In regard to a suggestion made that a Chinese laborer who has lost his certificate, or from whom it has been stolen, may seek to reënter the United States, by a vessel, at some port other than that at which he received the certificate, and that there would be a practical difficulty in identifying him at such port, in the absence of the certificate, it is sufficient to say that this is not such a case; and that there would be no difficulty in producing in evidence the record of the custom-house of the port of departure, or a copy of it, at any port of entry, so as to compare the particulars stated in it with the Chinese laborer, and thus establish his identity or want of identity.
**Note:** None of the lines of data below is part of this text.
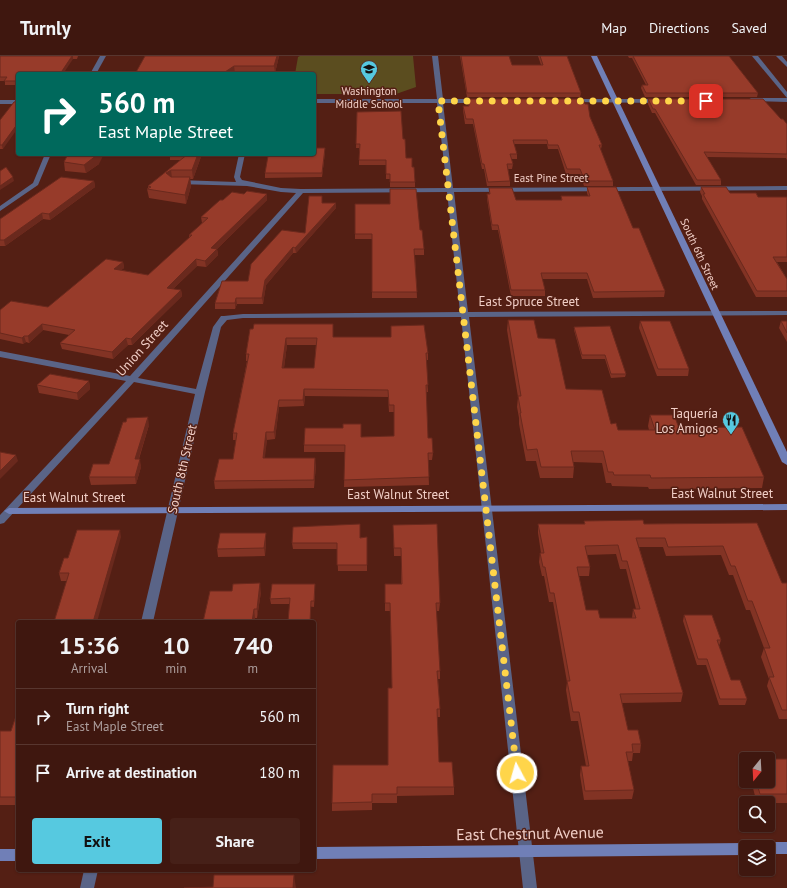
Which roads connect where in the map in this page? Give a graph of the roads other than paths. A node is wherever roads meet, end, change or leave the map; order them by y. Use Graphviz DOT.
graph roads {
  1 [pos="103,56"];
  2 [pos="435,56"];
  3 [pos="594,56"];
  4 [pos="755,56"];
  5 [pos="779,56"];
  6 [pos="787,65"];
  7 [pos="94,72"];
  8 [pos="787,96"];
  9 [pos="743,100"];
  10 [pos="787,100"];
  11 [pos="316,101"];
  12 [pos="438,101"];
  13 [pos="485,101"];
  14 [pos="561,101"];
  15 [pos="614,101"];
  16 [pos="668,101"];
  17 [pos="0,102"];
  18 [pos="16,102"];
  19 [pos="47,156"];
  20 [pos="242,156"];
  21 [pos="172,182"];
  22 [pos="247,184"];
  23 [pos="657,188"];
  24 [pos="787,188"];
  25 [pos="301,190"];
  26 [pos="450,190"];
  27 [pos="0,209"];
  28 [pos="716,313"];
  29 [pos="787,313"];
  30 [pos="464,314"];
  31 [pos="224,318"];
  32 [pos="0,354"];
  33 [pos="132,379"];
  34 [pos="200,392"];
  35 [pos="787,462"];
  36 [pos="487,507"];
  37 [pos="787,507"];
  38 [pos="173,510"];
  39 [pos="9,511"];
  40 [pos="0,521"];
  41 [pos="147,620"];
  42 [pos="775,848"];
  43 [pos="787,848"];
  44 [pos="739,849"];
  45 [pos="526,851"];
  46 [pos="316,853"];
  47 [pos="0,855"];
  48 [pos="16,855"];
  49 [pos="91,872"];
  50 [pos="87,888"];
  51 [pos="530,888"];
  1 -- 7 [label="street"];
  2 -- 12 [label="street"];
  3 -- 15 [label="street, South 6th Street"];
  4 -- 8 [label="street"];
  5 -- 6 [label="street"];
  9 -- 10 [label="street"];
  11 -- 12 [label="street"];
  12 -- 13 [label="street"];
  12 -- 26 [label="street"];
  14 -- 15 [label="street"];
  15 -- 16 [label="street"];
  15 -- 23 [label="street, South 6th Street"];
  17 -- 18 [label="street"];
  19 -- 27 [label="street"];
  20 -- 22 [label="street"];
  21 -- 22 [label="street, East Pine Street"];
  22 -- 25 [label="street, East Pine Street"];
  23 -- 24 [label="street, East Pine Street"];
  23 -- 26 [label="street, East Pine Street"];
  23 -- 28 [label="street, South 6th Street"];
  25 -- 26 [label="street, East Pine Street"];
  25 -- 33 [label="street, Union Street"];
  26 -- 30 [label="street"];
  28 -- 29 [label="street, East Spruce Street"];
  28 -- 30 [label="street, East Spruce Street"];
  28 -- 35 [label="street, South 6th Street"];
  30 -- 31 [label="street, East Spruce Street"];
  30 -- 36 [label="street"];
  31 -- 34 [label="street, South 8th Street"];
  32 -- 33 [label="street"];
  33 -- 34 [label="street"];
  33 -- 39 [label="street, Union Street"];
  34 -- 38 [label="street, South 8th Street"];
  36 -- 37 [label="street, East Walnut Street"];
  36 -- 38 [label="street, East Walnut Street"];
  36 -- 45 [label="street"];
  38 -- 39 [label="street, East Walnut Street"];
  38 -- 41 [label="street, South 8th Street"];
  39 -- 40 [label="street, Union Street"];
  42 -- 43 [label="street"];
  44 -- 45 [label="street, East Chestnut Avenue"];
  45 -- 46 [label="street, East Chestnut Avenue"];
  45 -- 51 [label="street"];
  47 -- 48 [label="street"];
  49 -- 50 [label="street"];
}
The judgment of the Circuit Court is affirmed.

MR. JUSTICE HARLAN, with whom concurred MR. JUSTICE FIELD and MR. JUSTICE LAMAR, dissenting.

MR. JUSTICE FIELD, MR. JUSTICE LAMAR and myself are unable to concur in the interpretation placed by the court upon the act of May 6, 1882, passed by Congress in execution of the supplemental treaty with China, concluded on the 17th of November, 1880.
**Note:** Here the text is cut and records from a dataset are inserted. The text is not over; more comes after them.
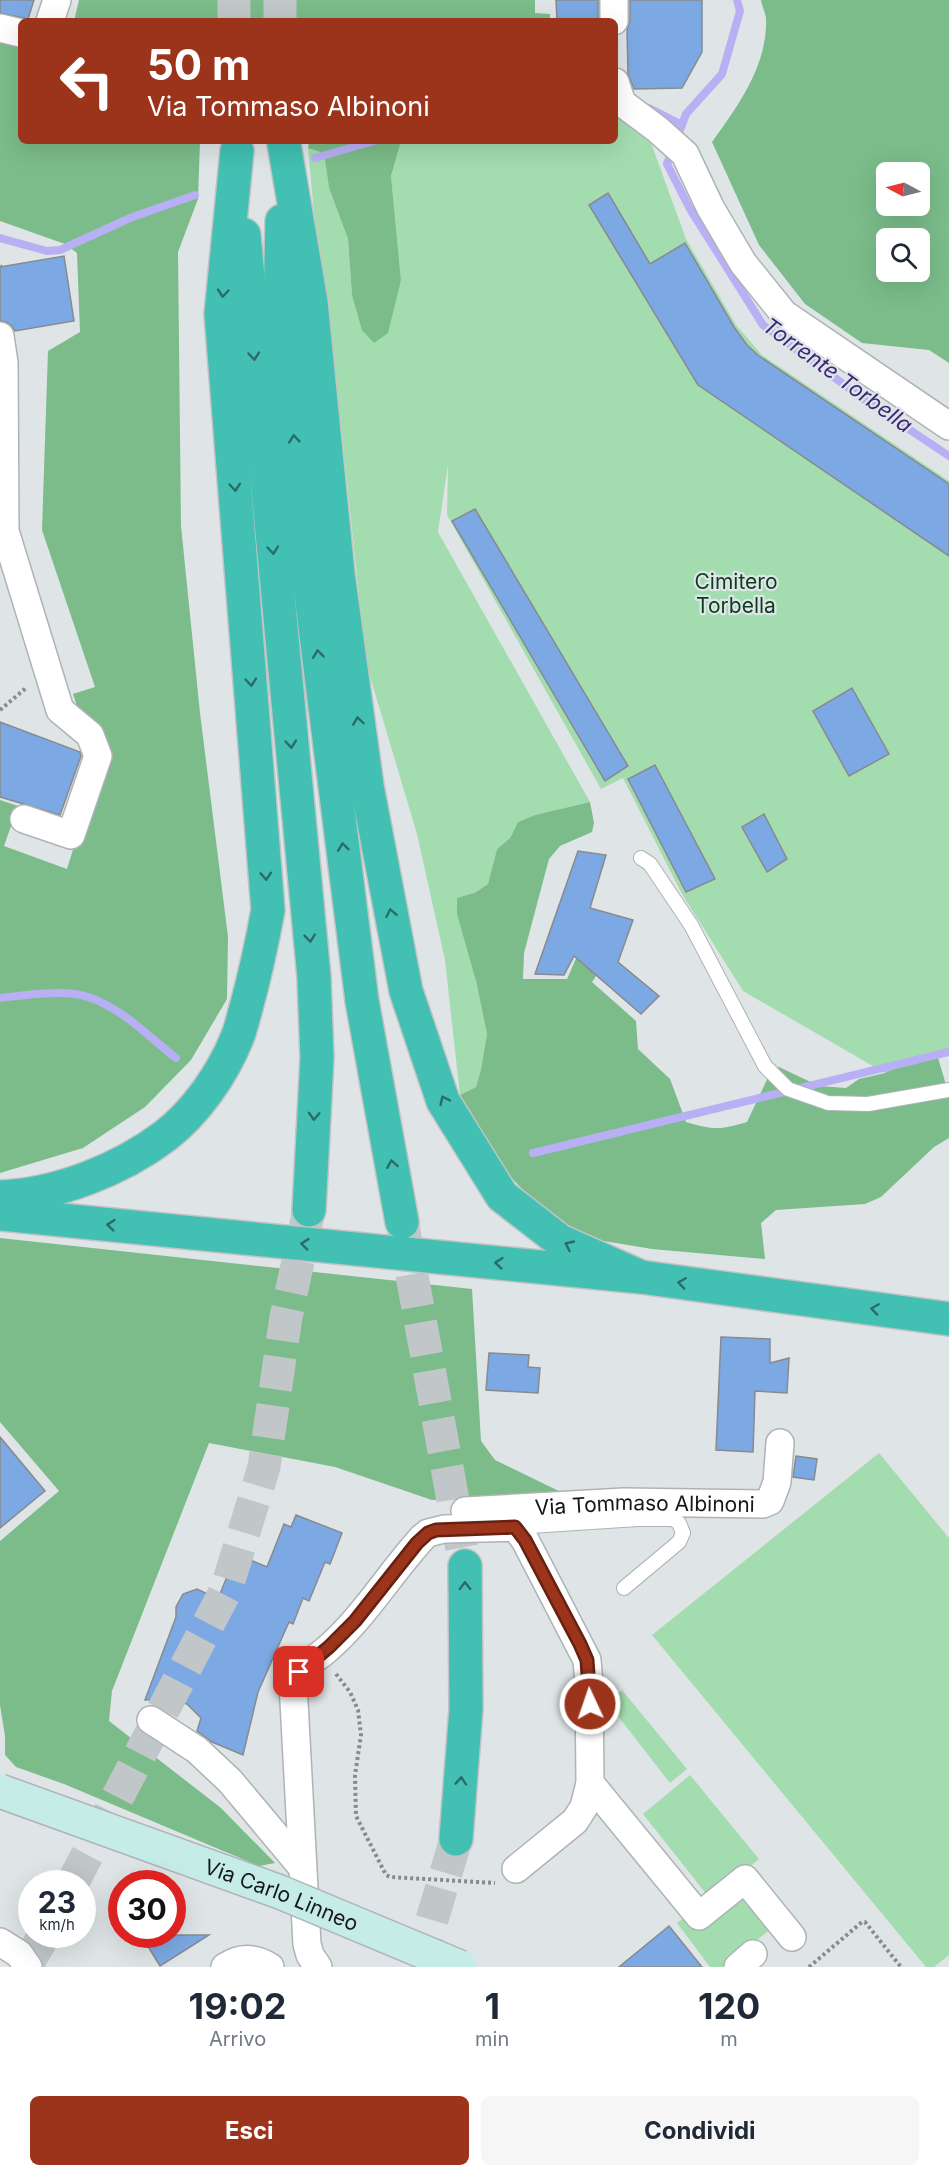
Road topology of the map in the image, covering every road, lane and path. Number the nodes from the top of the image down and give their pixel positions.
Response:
1 (57, 0) edge
2 (614, 0) edge
3 (51, 18) edge
4 (614, 18) edge
5 (0, 28) edge
6 (18, 32) edge
7 (618, 91) edge
8 (284, 144) edge
9 (284, 144) edge
10 (236, 146) edge
11 (0, 336) edge
12 (949, 426) edge
13 (24, 819) dead end
14 (641, 858) dead end
15 (949, 1090) edge
16 (0, 1197) edge
17 (309, 1210) tunnel mouth
18 (0, 1214) edge
19 (402, 1222) tunnel mouth
20 (641, 1278) junction
21 (941, 1318) edge
22 (780, 1443) dead end
23 (515, 1527) junction
24 (436, 1530) junction
25 (465, 1566) tunnel mouth
26 (624, 1588) dead end
27 (321, 1654) junction
28 (151, 1720) dead end
29 (590, 1783) junction
30 (0, 1791) edge
31 (456, 1839) tunnel mouth
32 (302, 1867) junction
33 (516, 1869) joint
34 (792, 1938) dead end
35 (0, 1941) edge
36 (28, 1967) edge
37 (225, 1967) edge
38 (270, 1967) edge
39 (318, 1967) edge
40 (460, 1967) edge
41 (809, 1967) edge
42 (901, 1967) edge

1 - 3 street
2 - 4 street
5 - 6 street
7 - 12 street
19 -> 8 highway
20 -> 9 highway
10 -> 16 highway
10 -> 17 highway
11 - 13 street
14 - 15 lane
20 -> 18 highway
21 -> 20 highway
22 - 24 street, Via Tommaso Albinoni
23 - 24 street, Via Tommaso Albinoni
23 - 26 lane, Via Tommaso Albinoni
23 - 29 street, Via Tommaso Albinoni
24 - 27 street, Via Tommaso Albinoni
31 -> 25 highway
27 - 32 street, Via Tommaso Albinoni
27 - 33 path
28 - 32 street
29 - 33 street, Via Tommaso Albinoni
29 - 34 street
30 - 40 street, Via Carlo Linneo, bridge
32 - 39 street, Via Tommaso Albinoni
35 - 36 street
37 - 38 street
41 - 42 path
By that treaty the United States were at liberty, notwithstanding the stipulations of the original treaty, to enact laws *636 regulating, limiting, or suspending the coming of Chinese laborers to, or their residence in, the United States; such limitation or suspension to be reasonable in its character. It further provided that "Chinese subjects, whether proceeding to the United States as teachers, students, merchants, or from curiosity, together with their body and household servants, and Chinese laborers who are now [November 17, 1880] in the United States, shall be allowed to go and come of their own free will and accord, and shall be accorded all the rights, privileges, immunities, and exemptions which are accorded to the citizens and subjects of the most favored nation."

The first section of the act of May 6, 1882, 22 Stat. 58, c. 126, suspends the coming of Chinese laborers to the United States from and after the expiration of ninety days next after that date, and until the expiration of ten years next after the passage of the act; and makes it unlawful for any Chinese laborer to come, or having so come after the expiration of said ninety days, to remain in this country. The second section makes it an offence, punishable by fine and imprisonment, for any master of a vessel to knowingly bring any Chinese laborer within the United States on such vessel from any foreign port or place.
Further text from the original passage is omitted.